Telegraph companies are still locally assessed in most states, but in over a third of the states are taxed either on gross receipts, or on mileage of wire. Telephone companies are similarly taxed, but sometimes on the number of transmitters, or of subscribers, or on each plant, or otherwise. In a similar manner, express and sleeping car companies are taxed, in the same group of states, on mileage, or on capital stock proportional to mileage, or by license and privilege taxes.

In the case of these corporations, and also of various other miscellaneous kinds of companies, no clear-cut principles serve to guide.

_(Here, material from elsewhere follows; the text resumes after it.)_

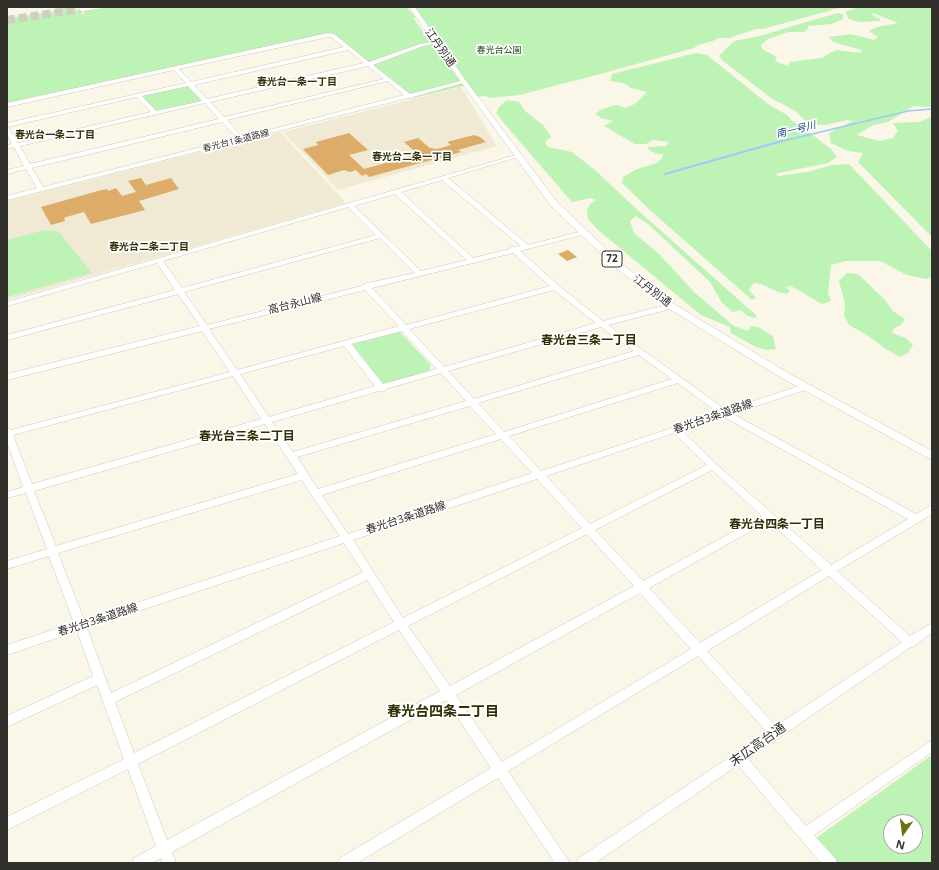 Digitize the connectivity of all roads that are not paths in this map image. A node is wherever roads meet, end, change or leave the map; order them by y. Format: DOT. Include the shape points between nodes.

The result is "a chaos in practice—a complete absence of principle."[11]

§ 15. #Alternative policies as to corporate taxation.# If the taxation of corporations is not to continue to be treated in a mere hit-or-miss manner, with every possible kind of inconsistency among the various states, some general principles must be recognized and some clear policy be formulated. But there is no general agreement to-day among jurists and economists upon a definite and consistent plan in this matter.